The Kinetochore Protein KNL-1 Regulates the Actin Cytoskeleton to Control Dendrite Branching

ABSTRACT The function of the nervous system is intimately tied to its complex and highly inter-connected architecture. Precise control of dendritic branching in individual neurons is central to building the complex structure of the nervous system. Here we show that the kinetochore protein KNL-1 and its associated KMN (Knl1/Mis12/Ndc80 complex) network partners, typically known for their role in chromosome-microtubule coupling during mitosis, control dendrite branching in the C. elegans mechanosensory PVD neuron.

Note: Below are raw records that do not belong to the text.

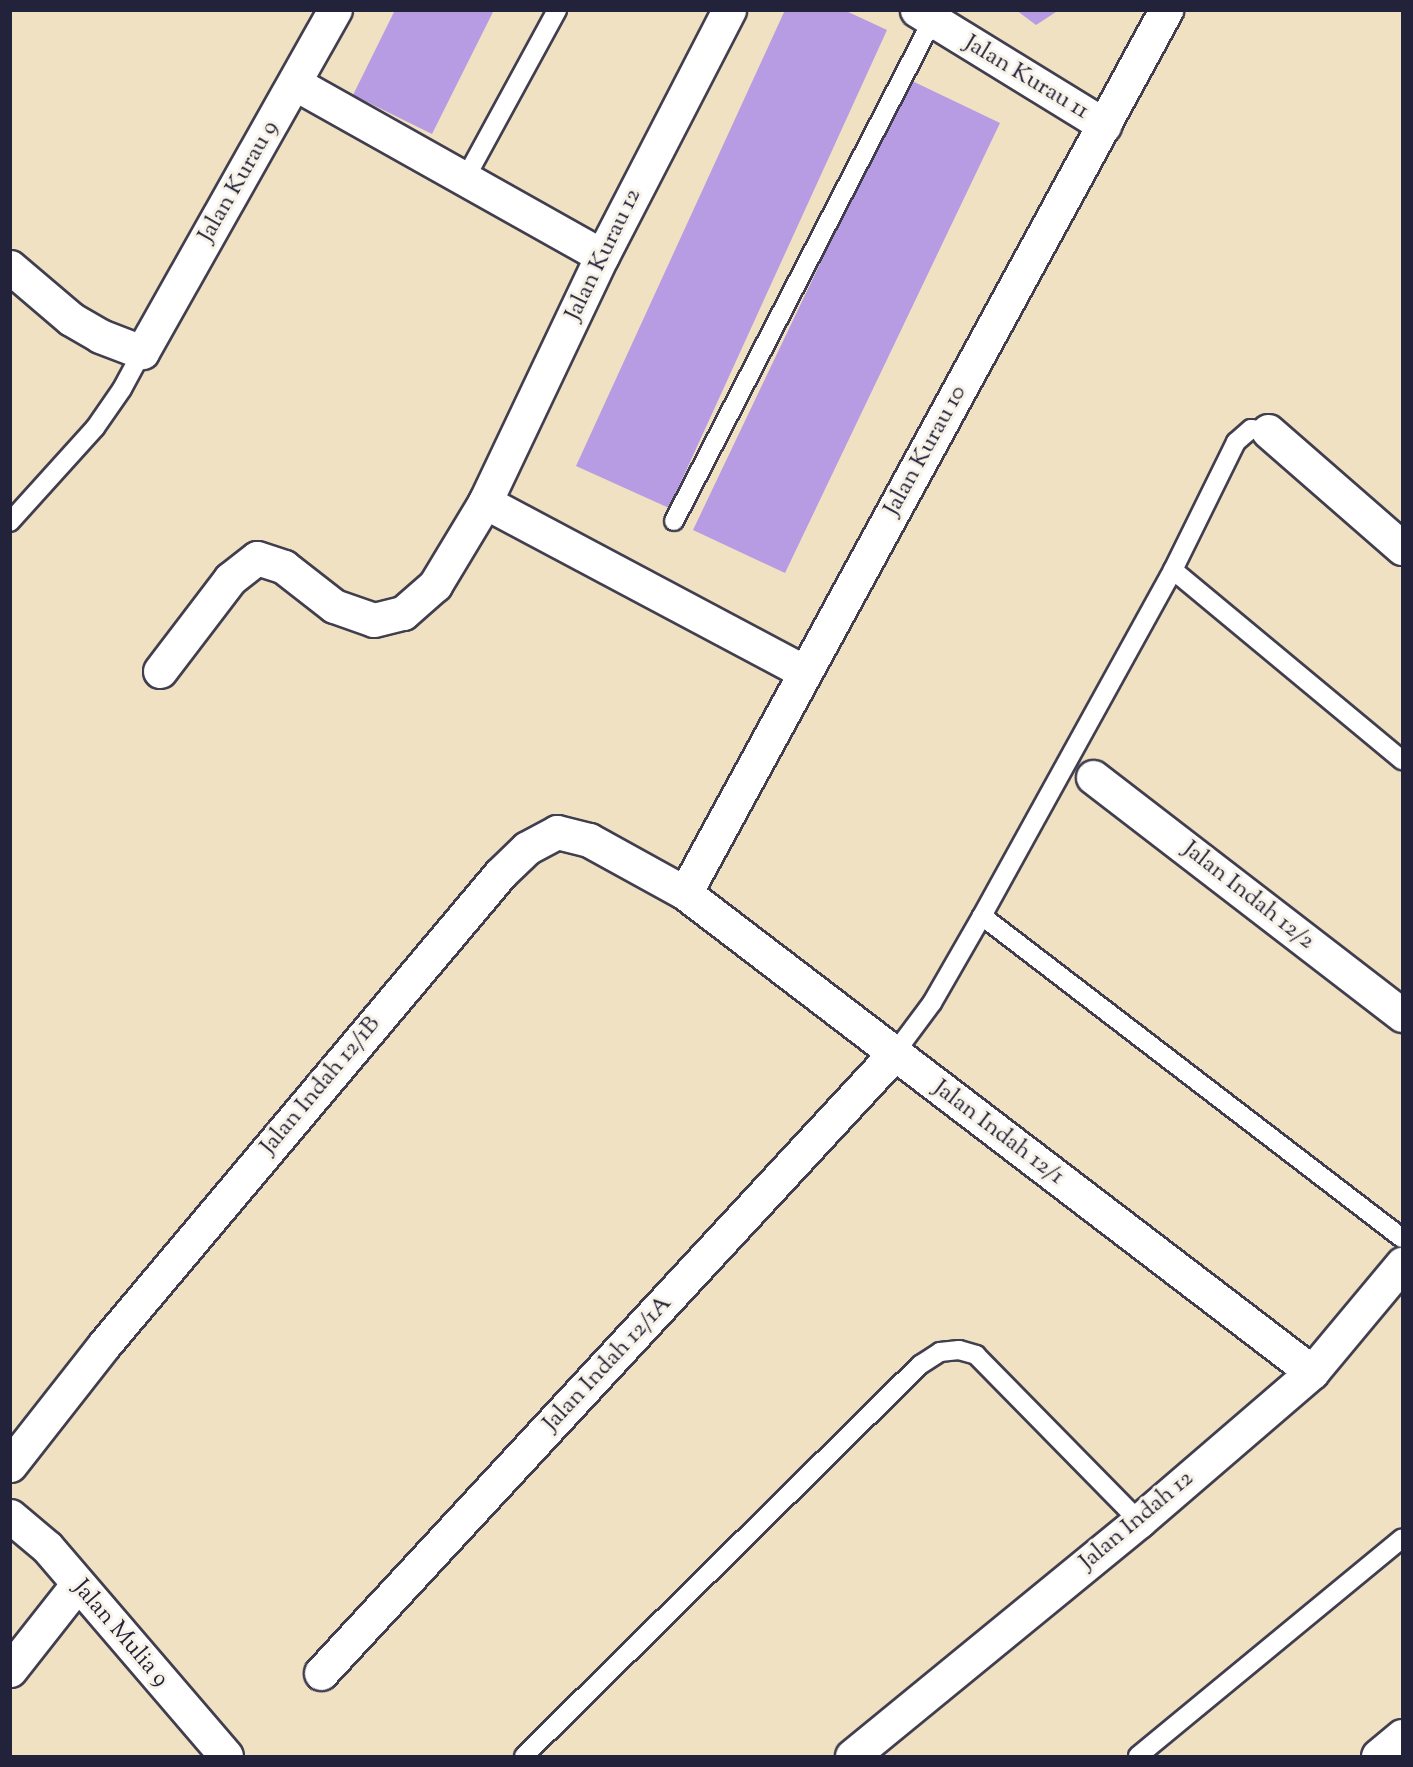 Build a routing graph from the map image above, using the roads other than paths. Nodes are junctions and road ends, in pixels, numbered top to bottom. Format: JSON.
{"nodes":[{"id":1,"x":335,"y":10,"type":"edge"},
{"id":2,"x":557,"y":10,"type":"edge"},
{"id":3,"x":729,"y":10,"type":"edge"},
{"id":4,"x":1166,"y":10,"type":"edge"},
{"id":5,"x":925,"y":16,"type":"edge"},
{"id":6,"x":296,"y":84,"type":"junction"},
{"id":7,"x":1104,"y":125,"type":"junction"},
{"id":8,"x":465,"y":179,"type":"junction"},
{"id":9,"x":602,"y":256,"type":"junction"},
{"id":10,"x":10,"y":267,"type":"edge"},
{"id":11,"x":142,"y":352,"type":"junction"},
{"id":12,"x":1268,"y":430,"type":"joint"},
{"id":13,"x":485,"y":502,"type":"junction"},
{"id":14,"x":674,"y":521,"type":"dead end"},
{"id":15,"x":10,"y":522,"type":"edge"},
{"id":16,"x":1402,"y":548,"type":"edge"},
{"id":17,"x":1173,"y":570,"type":"junction"},
{"id":18,"x":160,"y":670,"type":"dead end"},
{"id":19,"x":805,"y":672,"type":"junction"},
{"id":20,"x":1402,"y":760,"type":"edge"},
{"id":21,"x":1093,"y":777,"type":"dead end"},
{"id":22,"x":686,"y":893,"type":"junction"},
{"id":23,"x":982,"y":916,"type":"junction"},
{"id":24,"x":1402,"y":1015,"type":"edge"},
{"id":25,"x":894,"y":1054,"type":"junction"},
{"id":26,"x":1402,"y":1238,"type":"edge"},
{"id":27,"x":1402,"y":1264,"type":"edge"},
{"id":28,"x":1312,"y":1372,"type":"junction"},
{"id":29,"x":10,"y":1466,"type":"edge"},
{"id":30,"x":10,"y":1516,"type":"edge"},
{"id":31,"x":1139,"y":1521,"type":"junction"},
{"id":32,"x":1402,"y":1538,"type":"edge"},
{"id":33,"x":77,"y":1585,"type":"junction"},
{"id":34,"x":10,"y":1670,"type":"edge"},
{"id":35,"x":321,"y":1673,"type":"dead end"},
{"id":36,"x":226,"y":1756,"type":"edge"},
{"id":37,"x":524,"y":1756,"type":"edge"},
{"id":38,"x":852,"y":1756,"type":"edge"},
{"id":39,"x":1138,"y":1756,"type":"edge"}],
"edges":[{"from":1,"to":6,"type":"street","name":"Jalan Kurau 9"},
{"from":2,"to":8,"type":"lane"},
{"from":3,"to":9,"type":"street","name":"Jalan Kurau 12"},
{"from":4,"to":7,"type":"street","name":"Jalan Kurau 10"},
{"from":5,"to":7,"type":"street","name":"Jalan Kurau 11"},
{"from":5,"to":14,"type":"lane"},
{"from":6,"to":8,"type":"street"},
{"from":6,"to":11,"type":"street","name":"Jalan Kurau 9"},
{"from":7,"to":19,"type":"street","name":"Jalan Kurau 10"},
{"from":8,"to":9,"type":"street"},
{"from":9,"to":13,"type":"street","name":"Jalan Kurau 12"},
{"from":10,"to":11,"type":"street"},
{"from":11,"to":15,"type":"lane"},
{"from":12,"to":16,"type":"street"},
{"from":12,"to":17,"type":"lane"},
{"from":13,"to":18,"type":"street","name":"Jalan Kurau 12"},
{"from":13,"to":19,"type":"street"},
{"from":17,"to":20,"type":"lane"},
{"from":17,"to":23,"type":"lane"},
{"from":19,"to":22,"type":"street","name":"Jalan Kurau 10"},
{"from":21,"to":24,"type":"street","name":"Jalan Indah 12/2"},
{"from":22,"to":25,"type":"street","name":"Jalan Indah 12/1"},
{"from":22,"to":29,"type":"street","name":"Jalan Indah 12/1B"},
{"from":23,"to":25,"type":"lane"},
{"from":23,"to":26,"type":"lane"},
{"from":25,"to":28,"type":"street","name":"Jalan Indah 12/1"},
{"from":25,"to":35,"type":"street","name":"Jalan Indah 12/1A"},
{"from":27,"to":28,"type":"street","name":"Jalan Indah 12"},
{"from":28,"to":31,"type":"street","name":"Jalan Indah 12"},
{"from":30,"to":33,"type":"street","name":"Jalan Mulia 9"},
{"from":31,"to":37,"type":"lane"},
{"from":31,"to":38,"type":"street","name":"Jalan Indah 12"},
{"from":32,"to":39,"type":"lane"},
{"from":33,"to":34,"type":"street"},
{"from":33,"to":36,"type":"street","name":"Jalan Mulia 9"}]} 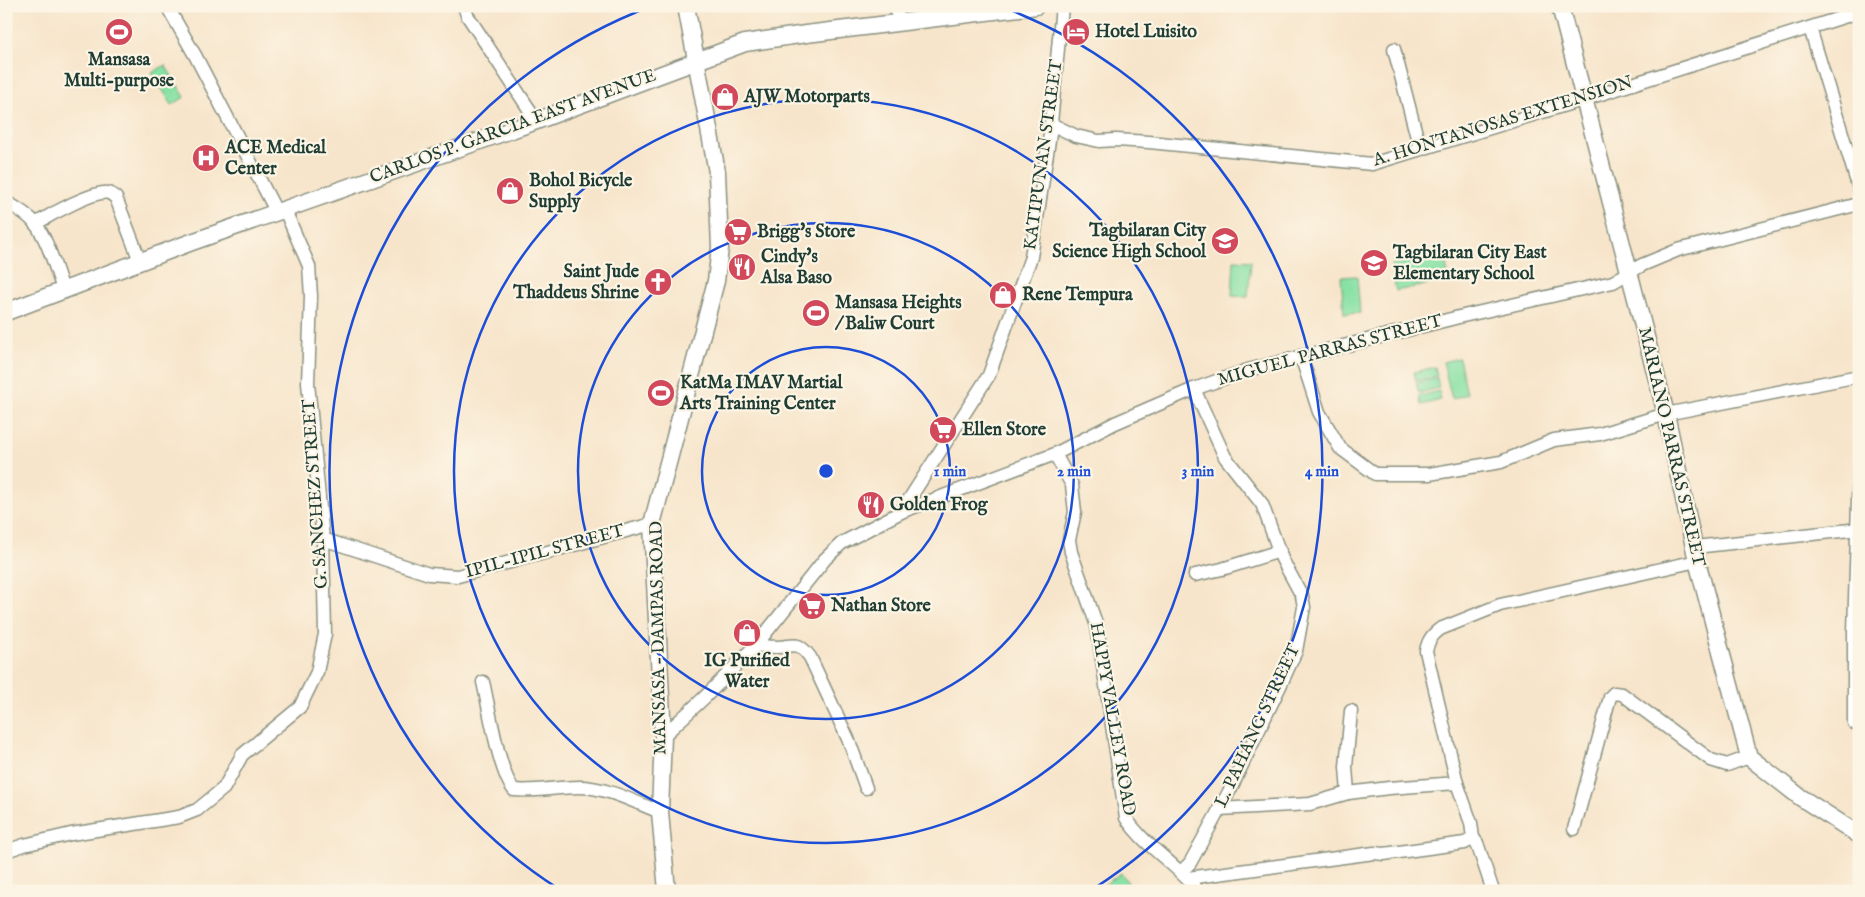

KNL-1 restrains excess dendritic branching and promotes contact-dependent repulsion events, ensuring robust sensory behavior and preventing premature neurodegeneration. Unexpectedly, KNL-1 loss resulted in significant alterations of the actin cytoskeleton alongside changes in microtubule dynamics within dendrites. We show that KNL-1 modulates F-actin dynamics to generate proper dendrite architecture, and that its N-terminus can initiate F-actin assembly. These findings reveal that the post-mitotic neuronal KMN network acts to shape the developing nervous system by regulating the actin cytoskeleton and provide new insight into the mechanisms controlling dendrite architecture.